BEGIN Data excerpts

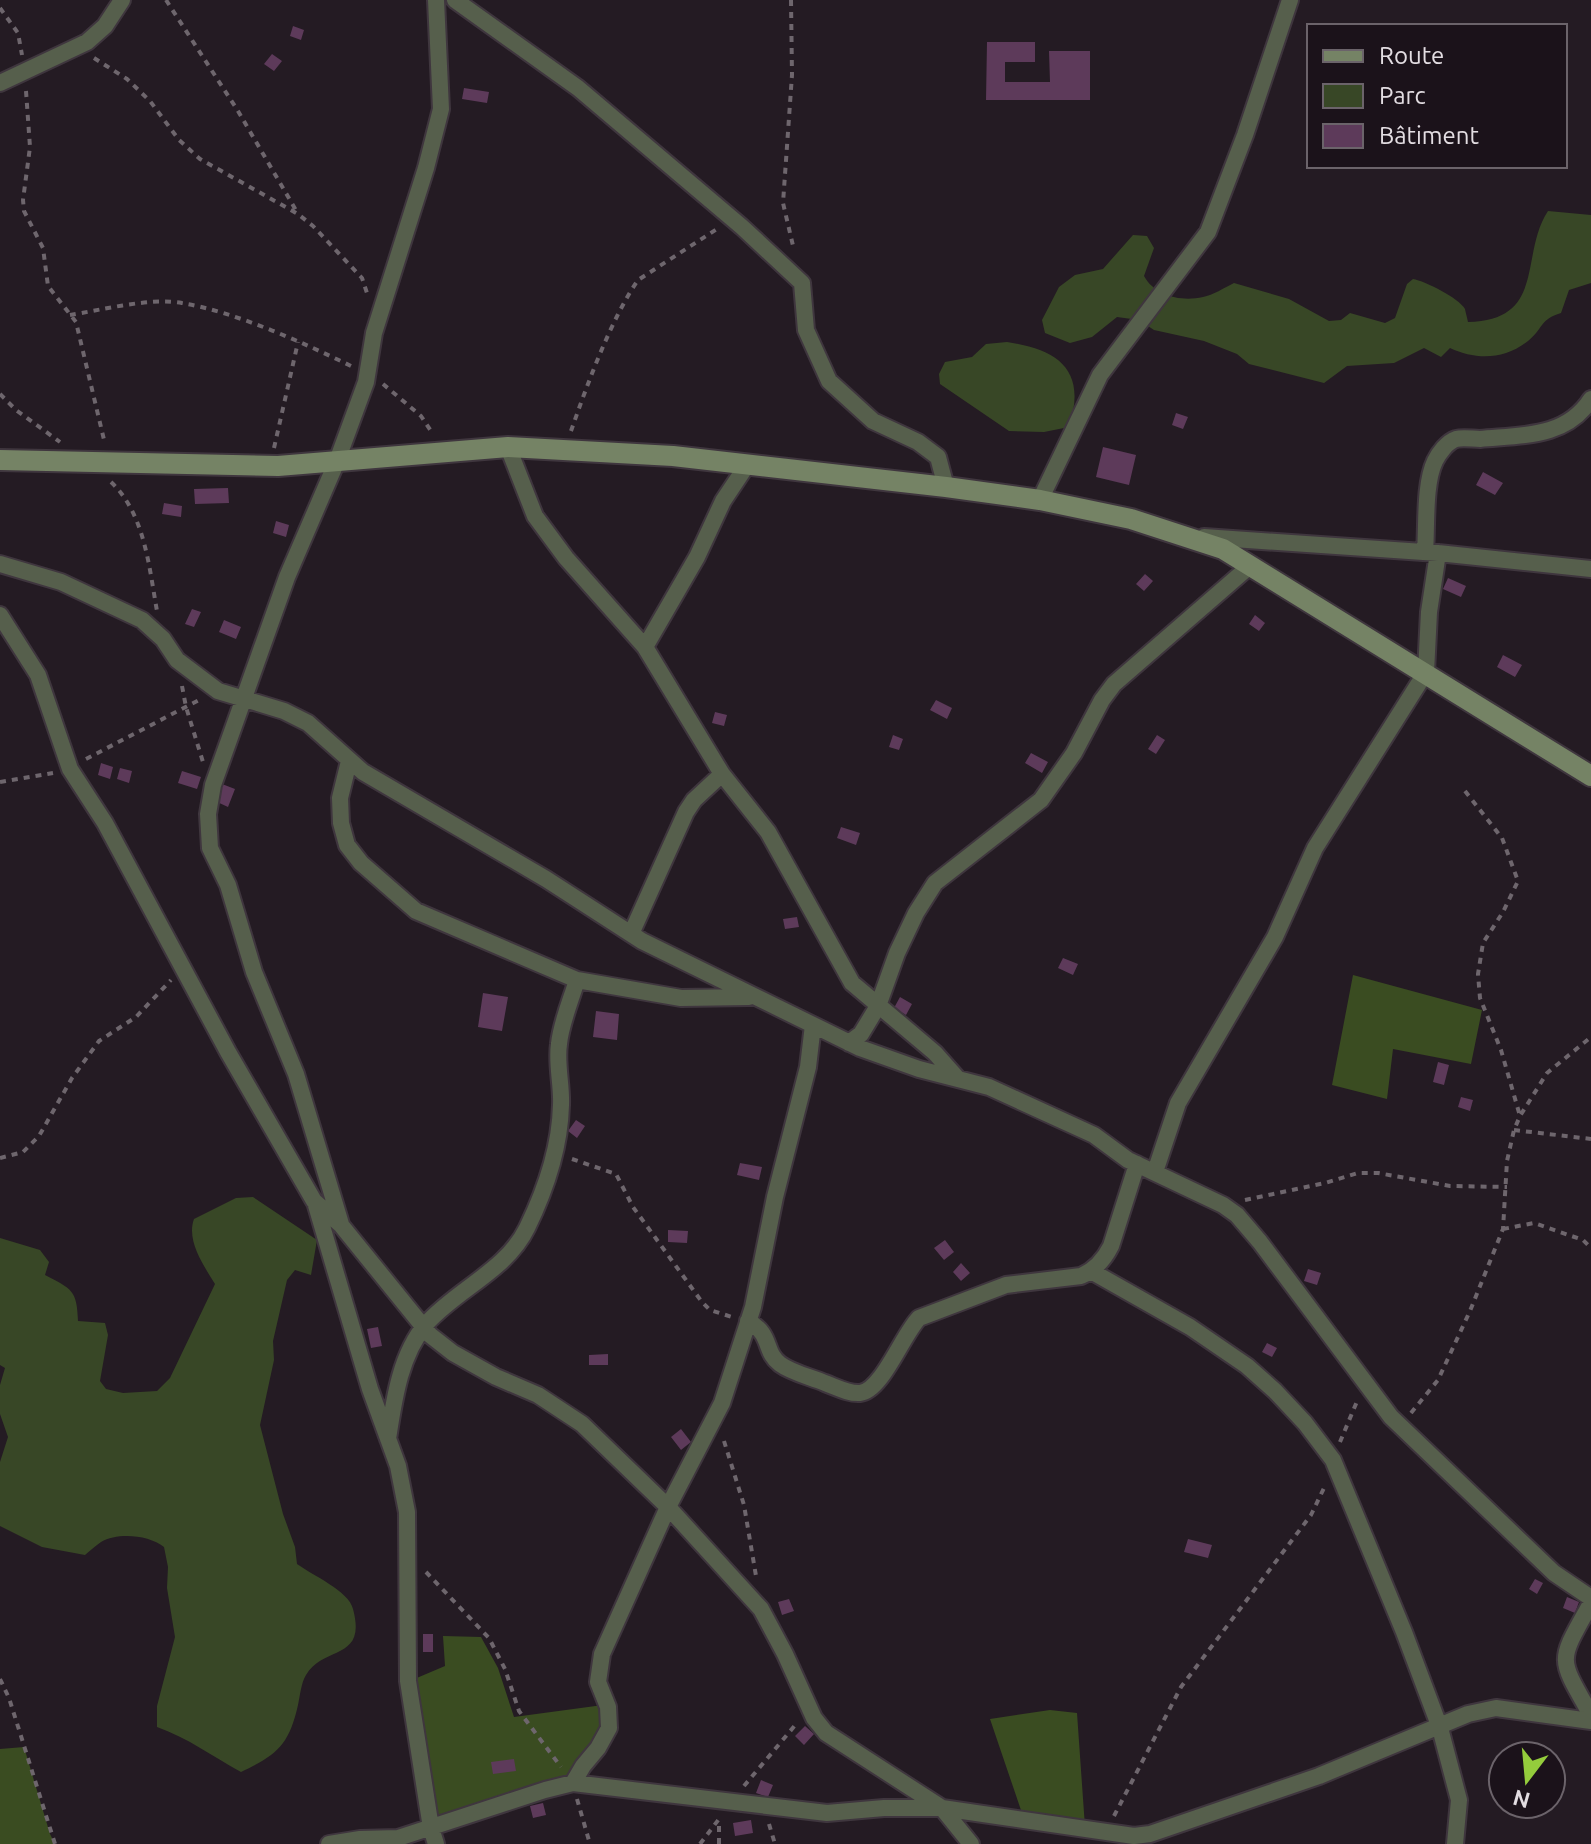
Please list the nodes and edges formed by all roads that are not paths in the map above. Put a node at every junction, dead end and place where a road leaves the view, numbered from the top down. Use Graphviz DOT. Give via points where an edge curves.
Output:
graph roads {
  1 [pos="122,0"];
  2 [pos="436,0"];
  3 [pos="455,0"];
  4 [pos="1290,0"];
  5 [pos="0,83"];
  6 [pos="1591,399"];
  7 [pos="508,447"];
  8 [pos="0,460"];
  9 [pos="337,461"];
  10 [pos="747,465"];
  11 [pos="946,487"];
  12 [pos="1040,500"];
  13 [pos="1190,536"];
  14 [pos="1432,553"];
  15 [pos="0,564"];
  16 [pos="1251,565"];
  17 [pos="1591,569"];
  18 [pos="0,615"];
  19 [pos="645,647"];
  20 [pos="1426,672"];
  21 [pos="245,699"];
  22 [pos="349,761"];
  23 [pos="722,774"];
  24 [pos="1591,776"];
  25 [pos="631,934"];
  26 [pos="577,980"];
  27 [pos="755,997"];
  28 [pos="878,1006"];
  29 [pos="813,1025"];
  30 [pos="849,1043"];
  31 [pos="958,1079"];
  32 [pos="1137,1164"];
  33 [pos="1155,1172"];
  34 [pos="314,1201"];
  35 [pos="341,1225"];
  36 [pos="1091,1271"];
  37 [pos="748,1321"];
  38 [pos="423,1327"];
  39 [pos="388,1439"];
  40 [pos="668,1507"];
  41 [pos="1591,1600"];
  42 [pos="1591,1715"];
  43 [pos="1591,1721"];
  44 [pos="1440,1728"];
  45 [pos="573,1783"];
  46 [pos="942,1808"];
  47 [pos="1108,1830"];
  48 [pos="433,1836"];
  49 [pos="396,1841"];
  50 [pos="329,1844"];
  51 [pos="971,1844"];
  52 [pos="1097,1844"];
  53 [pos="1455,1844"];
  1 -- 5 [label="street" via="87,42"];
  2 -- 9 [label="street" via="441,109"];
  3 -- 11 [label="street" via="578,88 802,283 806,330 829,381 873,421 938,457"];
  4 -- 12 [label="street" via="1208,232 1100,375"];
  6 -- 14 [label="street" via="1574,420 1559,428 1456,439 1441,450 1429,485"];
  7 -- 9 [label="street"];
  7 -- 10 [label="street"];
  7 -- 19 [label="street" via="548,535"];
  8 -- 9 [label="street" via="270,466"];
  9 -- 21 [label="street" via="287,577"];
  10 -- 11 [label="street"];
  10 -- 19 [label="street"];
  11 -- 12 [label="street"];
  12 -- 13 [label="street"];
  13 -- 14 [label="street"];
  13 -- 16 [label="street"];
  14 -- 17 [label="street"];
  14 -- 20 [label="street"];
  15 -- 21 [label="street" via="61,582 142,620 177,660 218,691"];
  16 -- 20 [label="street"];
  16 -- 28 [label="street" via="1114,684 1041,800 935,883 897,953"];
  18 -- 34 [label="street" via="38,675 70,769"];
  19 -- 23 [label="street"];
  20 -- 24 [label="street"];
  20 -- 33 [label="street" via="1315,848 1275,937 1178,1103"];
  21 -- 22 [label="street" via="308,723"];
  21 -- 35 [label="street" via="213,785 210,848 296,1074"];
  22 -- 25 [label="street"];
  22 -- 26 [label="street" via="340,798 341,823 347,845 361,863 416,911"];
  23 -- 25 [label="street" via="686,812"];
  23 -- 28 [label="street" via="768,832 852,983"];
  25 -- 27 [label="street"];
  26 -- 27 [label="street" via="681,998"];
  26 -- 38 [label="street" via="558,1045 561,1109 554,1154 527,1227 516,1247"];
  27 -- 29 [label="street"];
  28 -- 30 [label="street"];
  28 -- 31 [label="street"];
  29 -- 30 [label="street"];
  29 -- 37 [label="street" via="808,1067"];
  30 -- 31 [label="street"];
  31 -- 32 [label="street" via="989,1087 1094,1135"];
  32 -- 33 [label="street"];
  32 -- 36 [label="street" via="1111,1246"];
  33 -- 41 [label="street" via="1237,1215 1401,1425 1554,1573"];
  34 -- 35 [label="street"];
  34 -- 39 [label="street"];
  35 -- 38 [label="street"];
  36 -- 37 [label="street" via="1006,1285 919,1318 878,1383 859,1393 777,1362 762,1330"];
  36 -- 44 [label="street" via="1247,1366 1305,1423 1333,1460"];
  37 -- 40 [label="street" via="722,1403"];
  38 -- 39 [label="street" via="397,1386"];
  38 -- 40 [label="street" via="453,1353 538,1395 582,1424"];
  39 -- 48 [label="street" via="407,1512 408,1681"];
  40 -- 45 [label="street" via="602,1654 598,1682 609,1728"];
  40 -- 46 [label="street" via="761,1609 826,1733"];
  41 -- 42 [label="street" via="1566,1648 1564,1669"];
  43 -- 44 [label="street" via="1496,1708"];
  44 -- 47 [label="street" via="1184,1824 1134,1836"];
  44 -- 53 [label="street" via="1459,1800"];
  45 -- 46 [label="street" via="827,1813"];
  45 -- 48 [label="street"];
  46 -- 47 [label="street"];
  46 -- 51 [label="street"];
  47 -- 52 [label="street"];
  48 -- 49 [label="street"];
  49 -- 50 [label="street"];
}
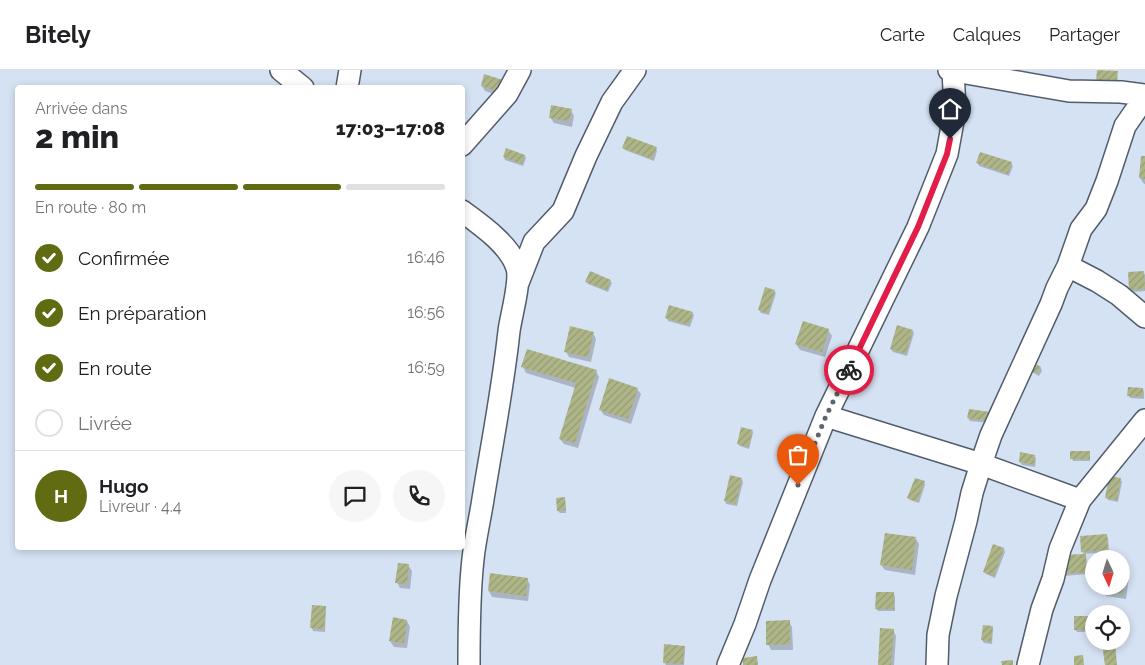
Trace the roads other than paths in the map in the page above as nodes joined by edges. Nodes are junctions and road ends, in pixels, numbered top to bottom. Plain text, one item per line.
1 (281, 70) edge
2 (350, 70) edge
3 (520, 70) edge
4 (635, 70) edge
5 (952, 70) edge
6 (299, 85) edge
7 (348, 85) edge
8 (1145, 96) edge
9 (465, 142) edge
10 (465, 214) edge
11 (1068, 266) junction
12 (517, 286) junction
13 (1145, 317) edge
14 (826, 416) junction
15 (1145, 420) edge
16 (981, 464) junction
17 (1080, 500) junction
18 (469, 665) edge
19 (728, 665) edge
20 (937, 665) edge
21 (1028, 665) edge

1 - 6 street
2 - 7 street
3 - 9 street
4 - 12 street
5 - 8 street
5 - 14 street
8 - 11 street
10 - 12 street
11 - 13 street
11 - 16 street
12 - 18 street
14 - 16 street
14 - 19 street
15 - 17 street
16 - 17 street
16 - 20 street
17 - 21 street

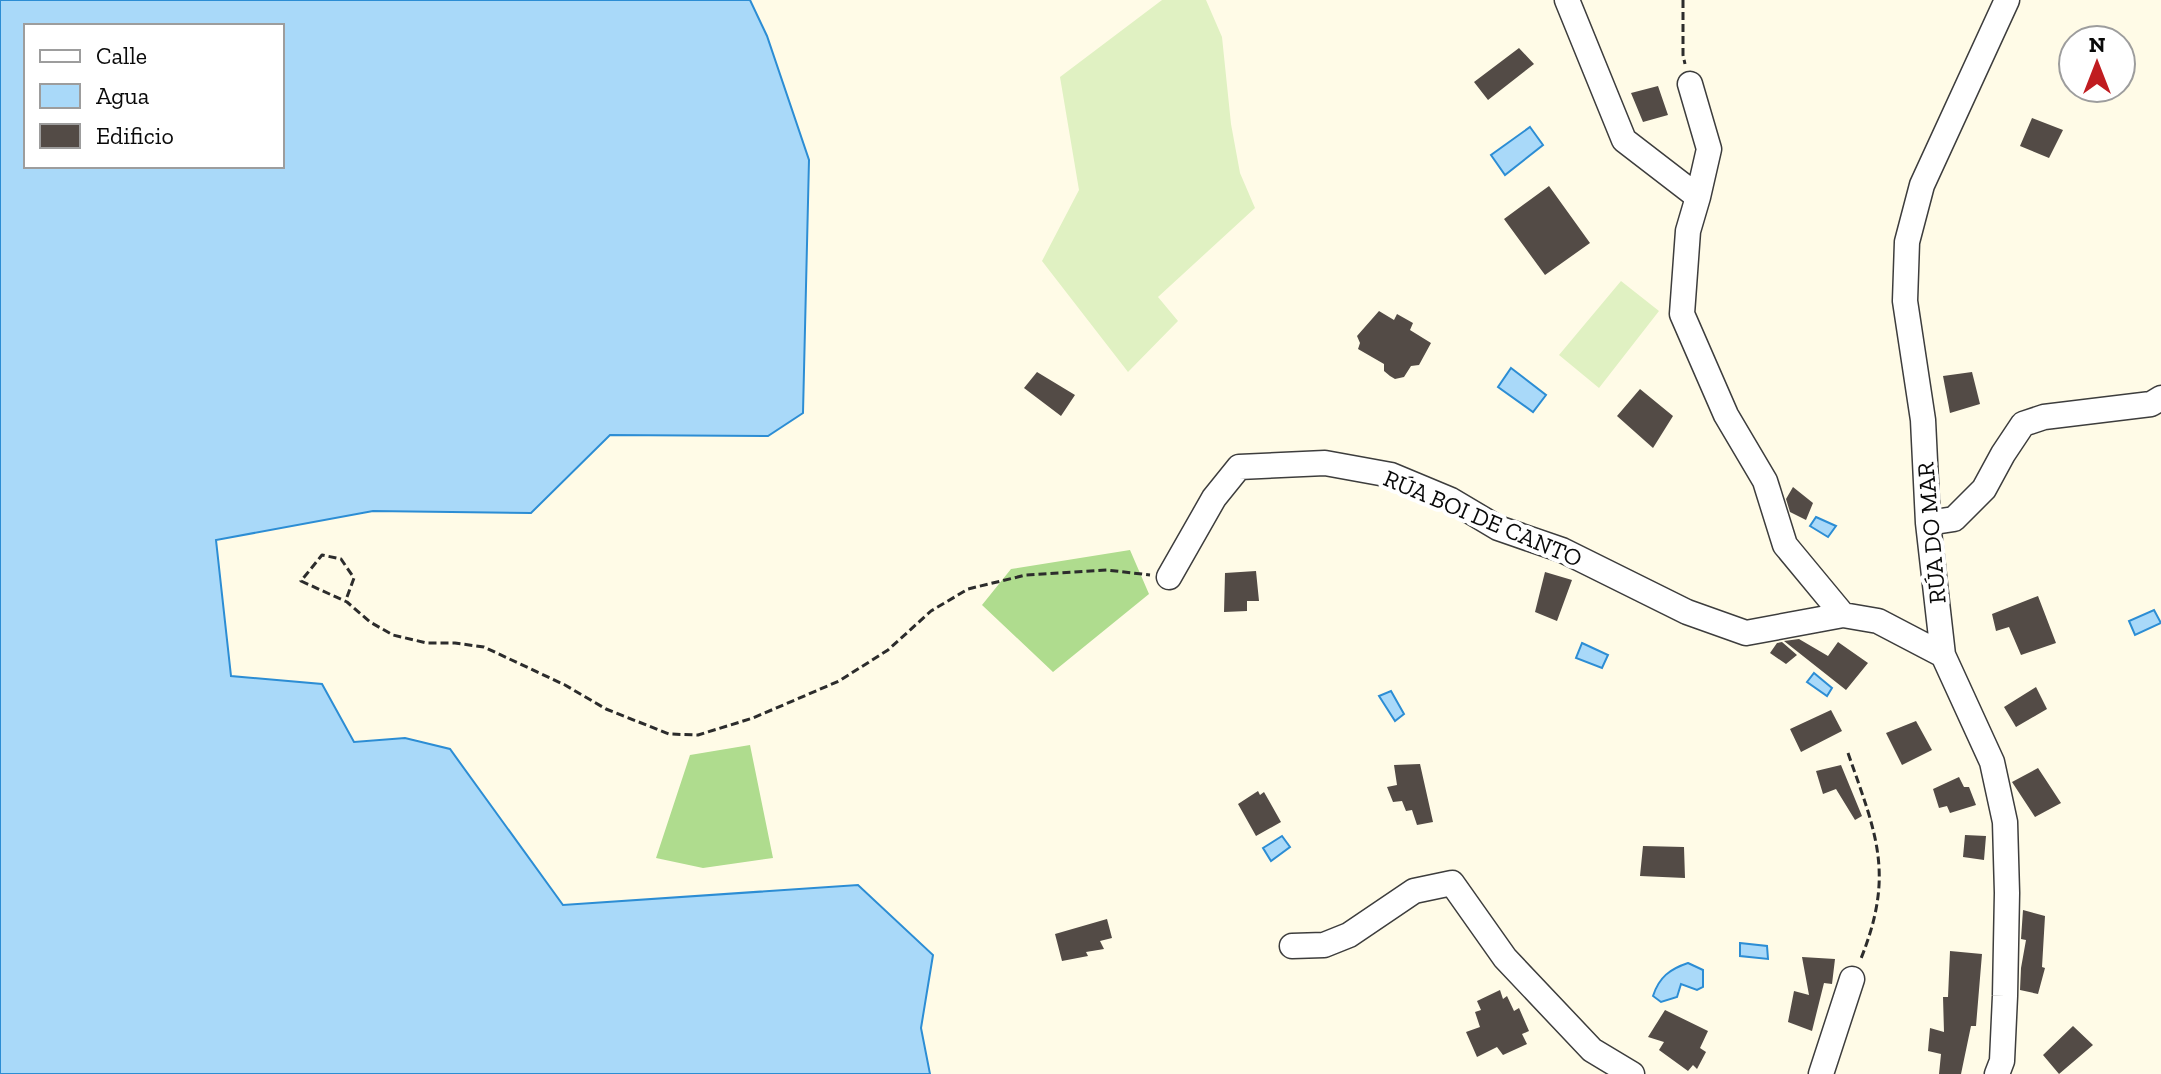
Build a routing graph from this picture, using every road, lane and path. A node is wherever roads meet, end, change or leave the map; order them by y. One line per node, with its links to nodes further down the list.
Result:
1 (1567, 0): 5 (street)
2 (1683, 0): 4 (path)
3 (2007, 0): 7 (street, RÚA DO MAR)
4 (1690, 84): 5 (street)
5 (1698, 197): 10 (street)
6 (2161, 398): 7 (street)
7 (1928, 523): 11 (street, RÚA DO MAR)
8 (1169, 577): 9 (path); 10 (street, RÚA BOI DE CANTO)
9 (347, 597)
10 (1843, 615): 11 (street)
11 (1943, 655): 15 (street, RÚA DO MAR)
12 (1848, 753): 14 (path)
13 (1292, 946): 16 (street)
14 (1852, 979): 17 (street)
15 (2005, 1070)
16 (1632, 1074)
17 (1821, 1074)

END Data excerpts

For the string "above", return every line of the data where it appears.

**Written answer:**
Please list the nodes and edges formed by all roads that are not paths in the map above. Put a node at every junction, dead end and place where a road leaves the view, numbered from the top down. Use Graphviz DOT. Give via points where an edge curves.
Trace the roads other than paths in the map in the page above as nodes joined by edges. Nodes are junctions and road ends, in pixels, numbered top to bottom. Plain text, one item per line.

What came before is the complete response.